The applicationContext.xml file.

<?xml version="1.0" encoding="UTF-8"?>
<beans xmlns="http://www.springframework.org/schema/beans"
xmlns:xsi="http://www.w3.org/2001/XMLSchema-instance"
xsi:schemaLocation="http://www.springframework.org/schema/beans
http://www.springframework.org/schema/beans/spring-beans-3.0.xsd">

<bean id="student" class="com.example.Student">

</bean>

<bean id="address" class="com.example.Address">
</bean>

</beans>

The application context XML is a standard spring context file that contains all beans and the configuration that are common among all the servlets. The classes that need to be instantiated are written inside the bean tag(as shown in the above code block). Id is unique to each bean and if no id is given the spring container will provide the default id which class name with the first letter in lowercase. The class should be provided with a fully qualified class name.

package com.example;

import org.springframework.context.ApplicationContext;
import org.springframework.context.support.ClassPathXmlApplicationContext;

public class Test {
public static void main(String[] args) {
//Get ApplicationContext using spring configuration file.
ApplicationContext context =
new ClassPathXmlApplicationContext("applicationContext.xml");
//Get Student bean object from ApplicationContext instance.
Student student = (Student) context.getBean("student");
// use student object to call all get methods from Student class//Get Address from Student Object.
Address studentAddress = student.getAddress();
// use studentAddress object to call get methods from Address class

The AppliactionContext extends the BeanFactory and so provides all those features as that a BeanFactory. The spring container is responsible for instantiating and managing the lifecycle of spring beans. The ClassPathXmlApplicationContext is a class that implements the ApplicationContext interface. In the above code block, the getBean() method gives the object of the student class. The spring container gives Address instance because Address instance depends on the student class.

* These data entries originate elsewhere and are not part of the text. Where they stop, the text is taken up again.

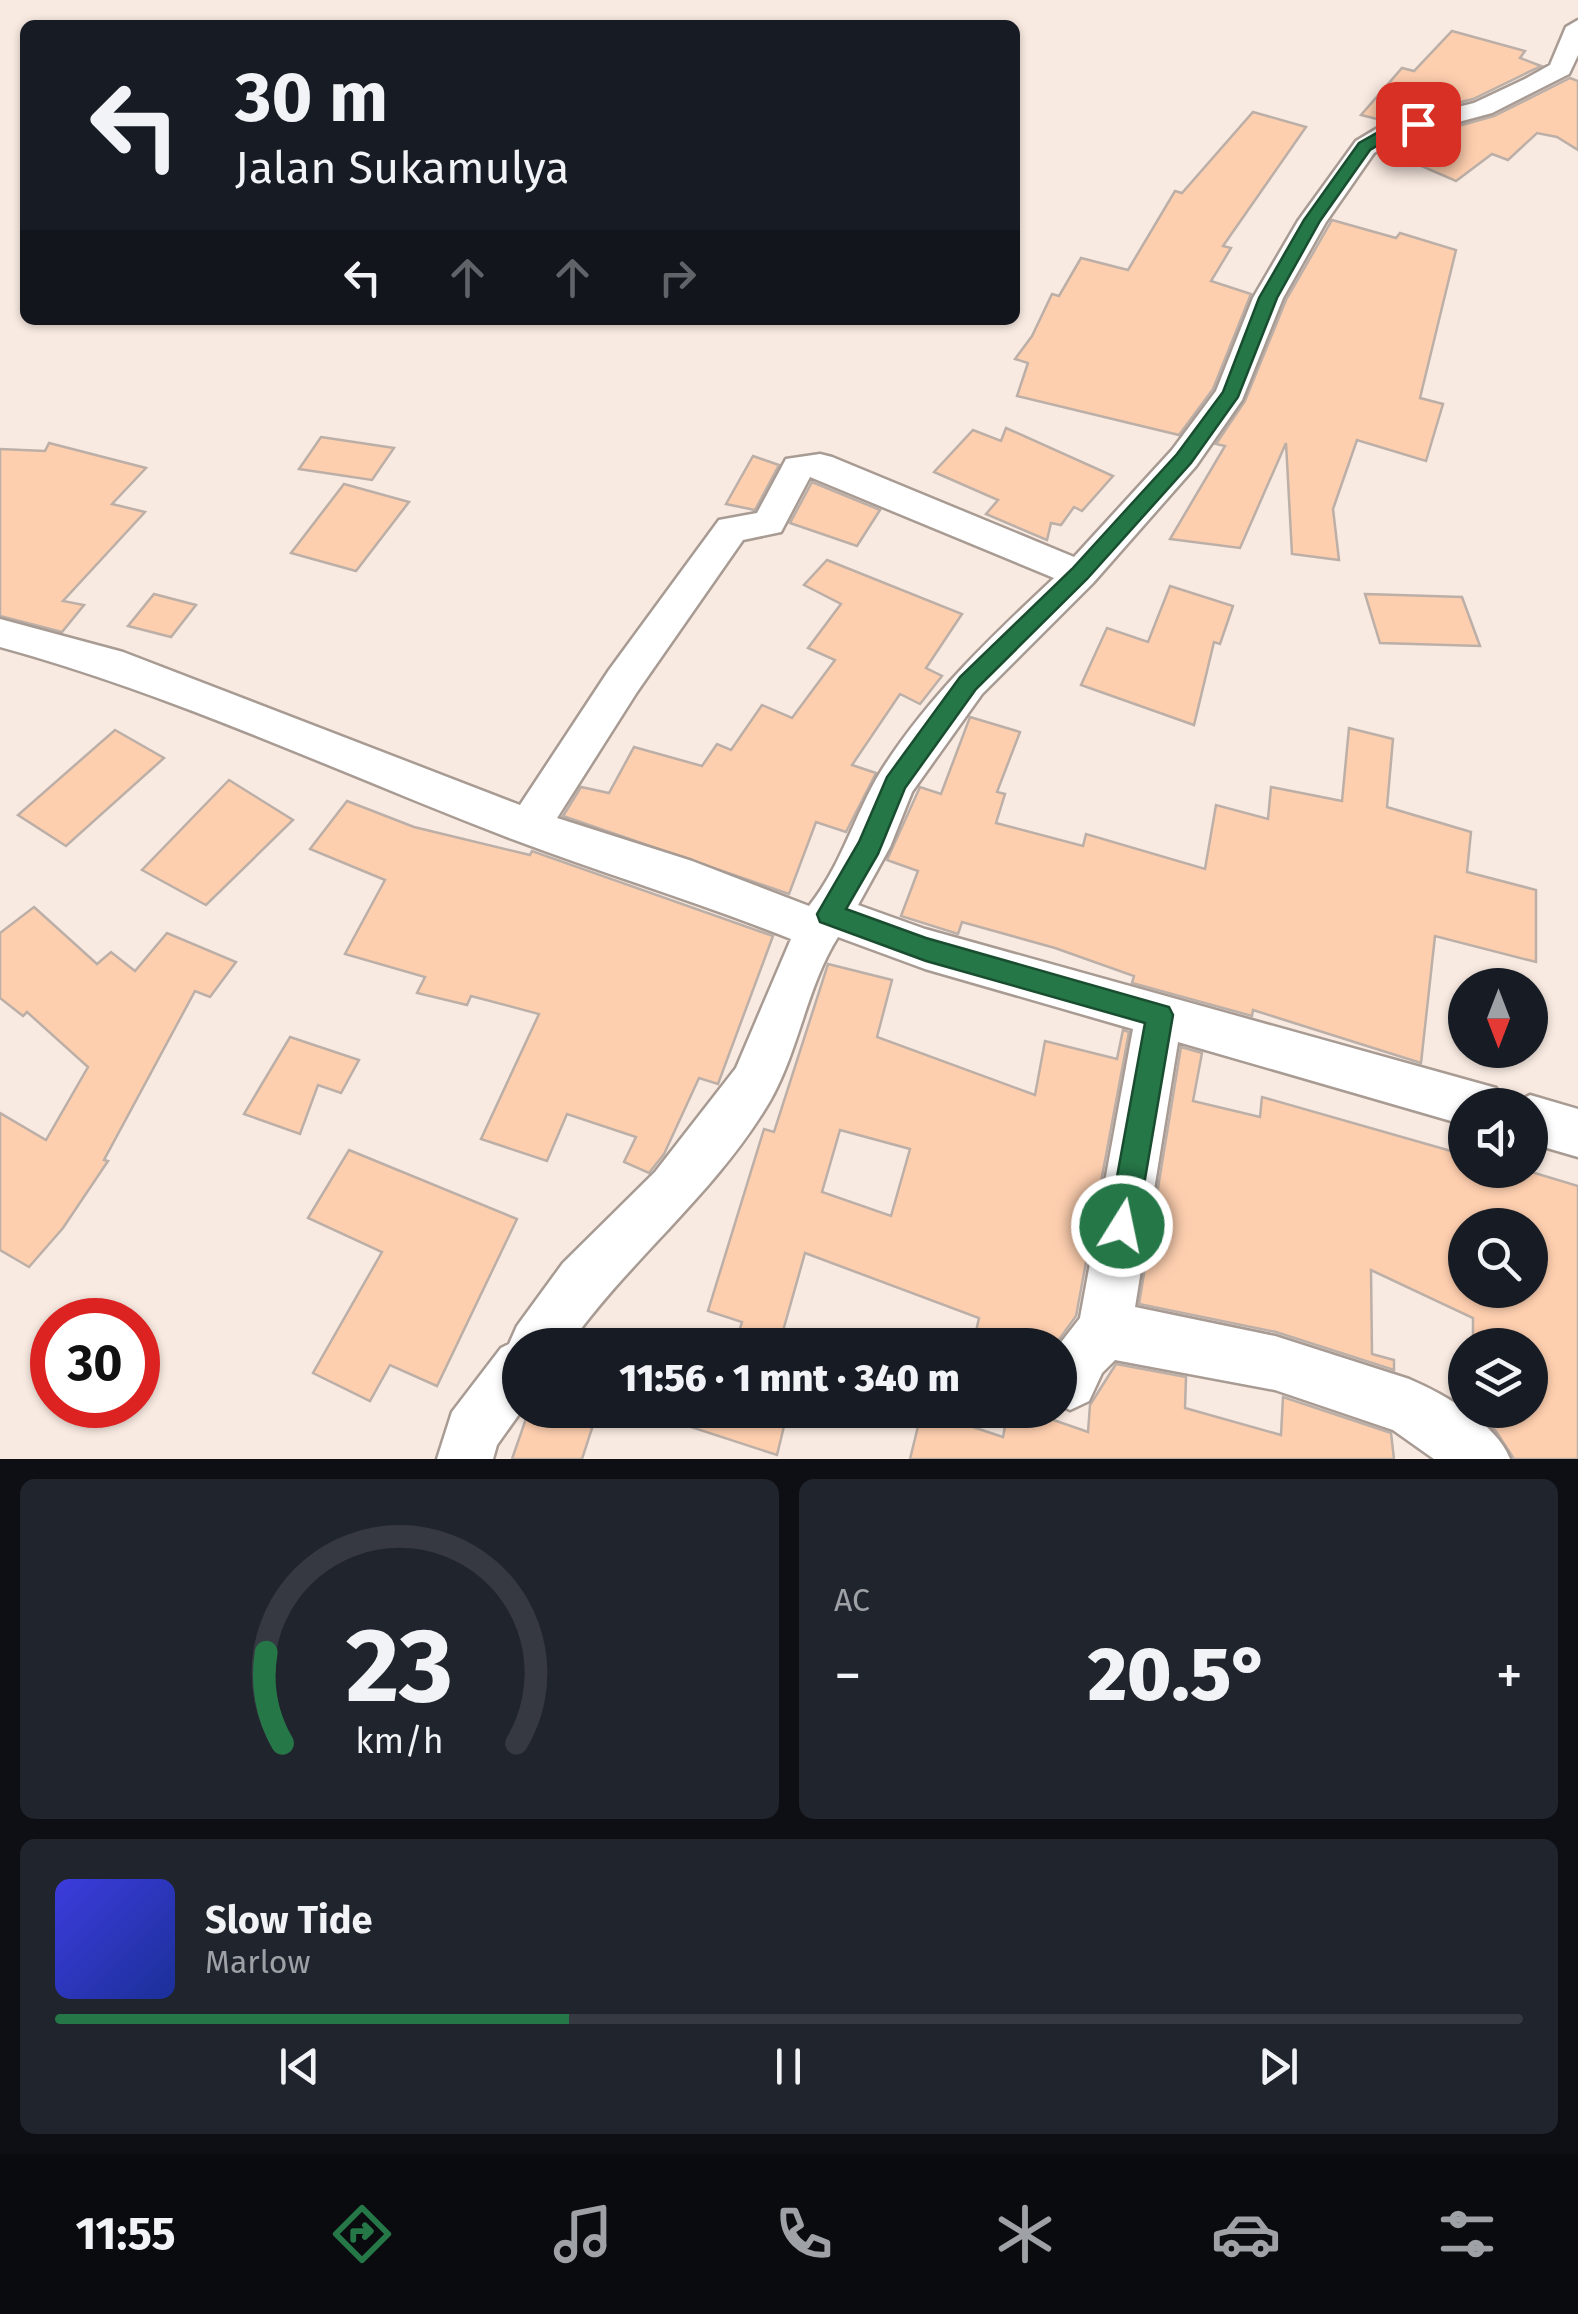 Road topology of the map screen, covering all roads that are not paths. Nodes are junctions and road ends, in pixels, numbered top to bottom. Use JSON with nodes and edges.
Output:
{"nodes":[{"id":1,"x":1578,"y":27,"type":"edge"},
{"id":2,"x":1080,"y":574,"type":"junction"},
{"id":3,"x":0,"y":634,"type":"edge"},
{"id":4,"x":529,"y":826,"type":"junction"},
{"id":5,"x":823,"y":922,"type":"junction"},
{"id":6,"x":1160,"y":1015,"type":"junction"},
{"id":7,"x":1448,"y":1096,"type":"edge"},
{"id":8,"x":1548,"y":1124,"type":"edge"},
{"id":9,"x":1578,"y":1133,"type":"edge"},
{"id":10,"x":548,"y":1328,"type":"edge"},
{"id":11,"x":1104,"y":1332,"type":"junction"},
{"id":12,"x":1077,"y":1366,"type":"edge"},
{"id":13,"x":502,"y":1391,"type":"edge"},
{"id":14,"x":465,"y":1459,"type":"edge"},
{"id":15,"x":1482,"y":1459,"type":"edge"}],
"edges":[{"from":1,"to":2,"type":"street"},
{"from":2,"to":4,"type":"street"},
{"from":2,"to":5,"type":"street"},
{"from":3,"to":4,"type":"street"},
{"from":4,"to":5,"type":"street"},
{"from":5,"to":6,"type":"street"},
{"from":5,"to":10,"type":"street"},
{"from":6,"to":7,"type":"street"},
{"from":6,"to":11,"type":"street"},
{"from":8,"to":9,"type":"street"},
{"from":11,"to":12,"type":"street"},
{"from":11,"to":15,"type":"street"},
{"from":13,"to":14,"type":"street"}]} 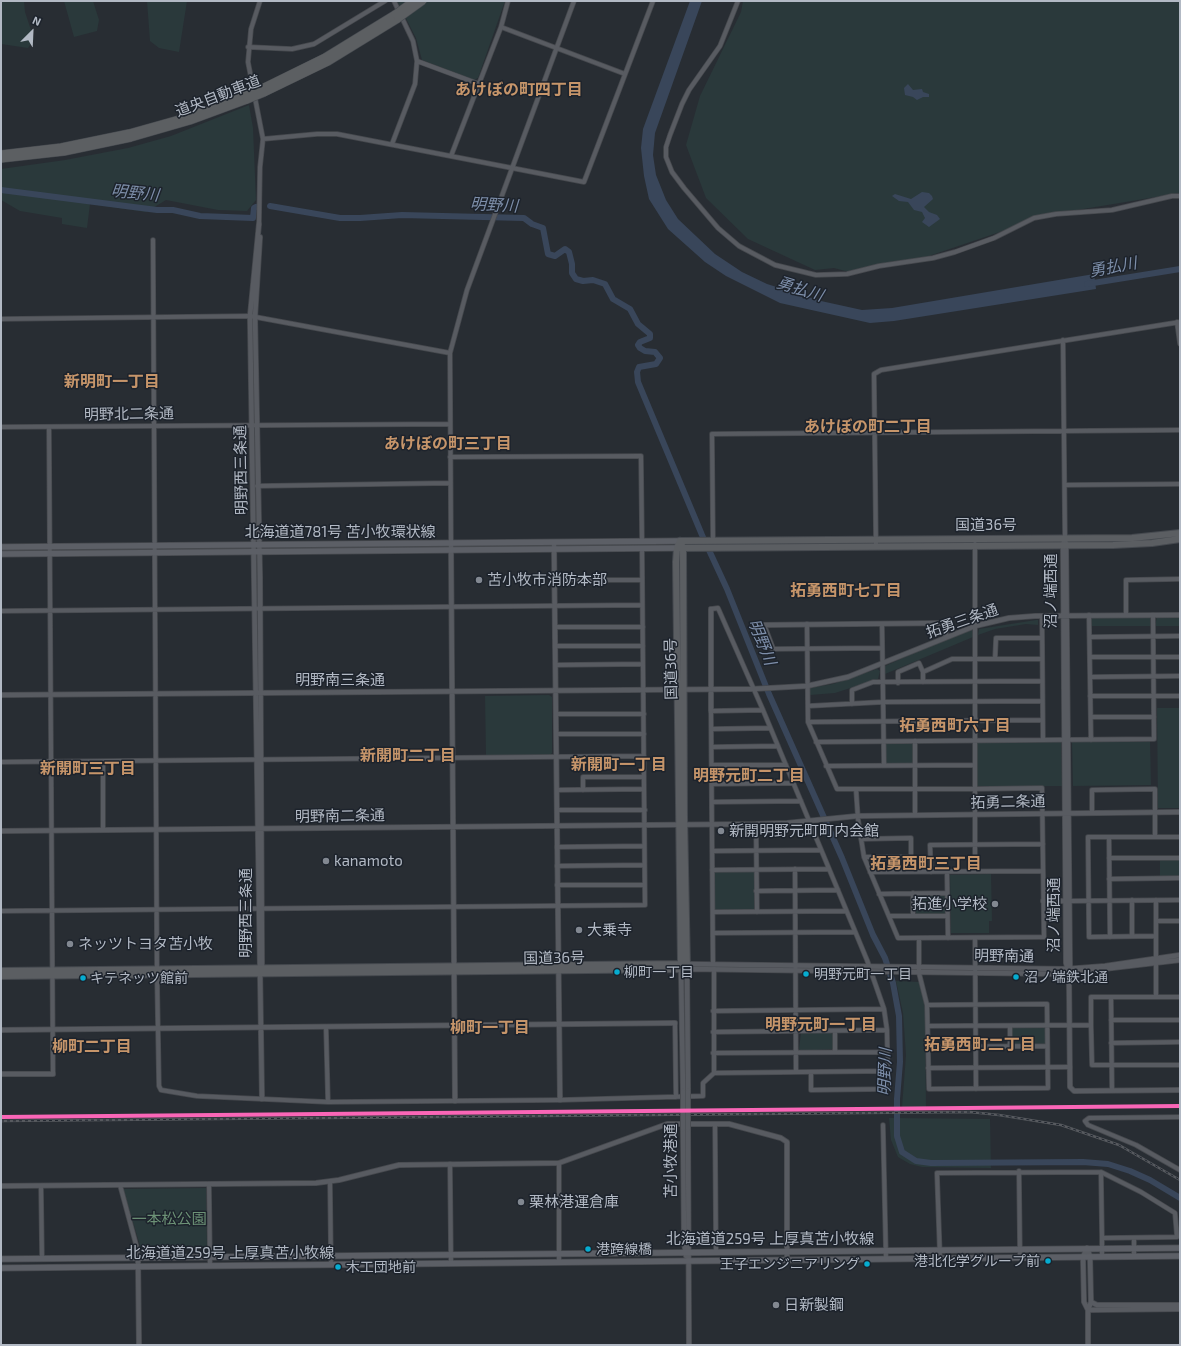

In setter injection, The reference is created inside the setter method and configured in the XML file to give that instance of the class.

Configuration of XML file for setter injection
<bean id="myFortuneService" class="com.luv2code.springdemo.HappyFortuneService">
</bean>
<bean id="myCricketCoach" class ="com.luv2code.springdemo.CricketCoach"<property name="fortuneService" ref="myFortuneService" /></bean>

The classes are simple. The setter method(setFortuneService) in CricketCoach has the HappyFortuneService reference. The spring container will create an instance HappyFortuneService and then creates an instance of CricketCoach and calls setFortuneService method(inside the property tag name is used to call the setter method).

Some annotations used in Spring Annotation-based container configuration

@Required: It's a method-level annotation and applied to the setter method of a bean. This annotation simply indicates that the setter method must be configured to be dependency injected with a value at configuration time.

@Autowored: This annotation can be used with a constructor, setter, or filed injection to mark a dependency that spring is going to resolve and inject.

@Primary: This annotation is used to give higher preference to a bean when there are multiple beans of the same type.

@Qualifier: this annotation is used to resolve a situation where more than one bean is created of the same type and we want to wire only one of them. @Qualifier annotation is used with @Autowired annotation.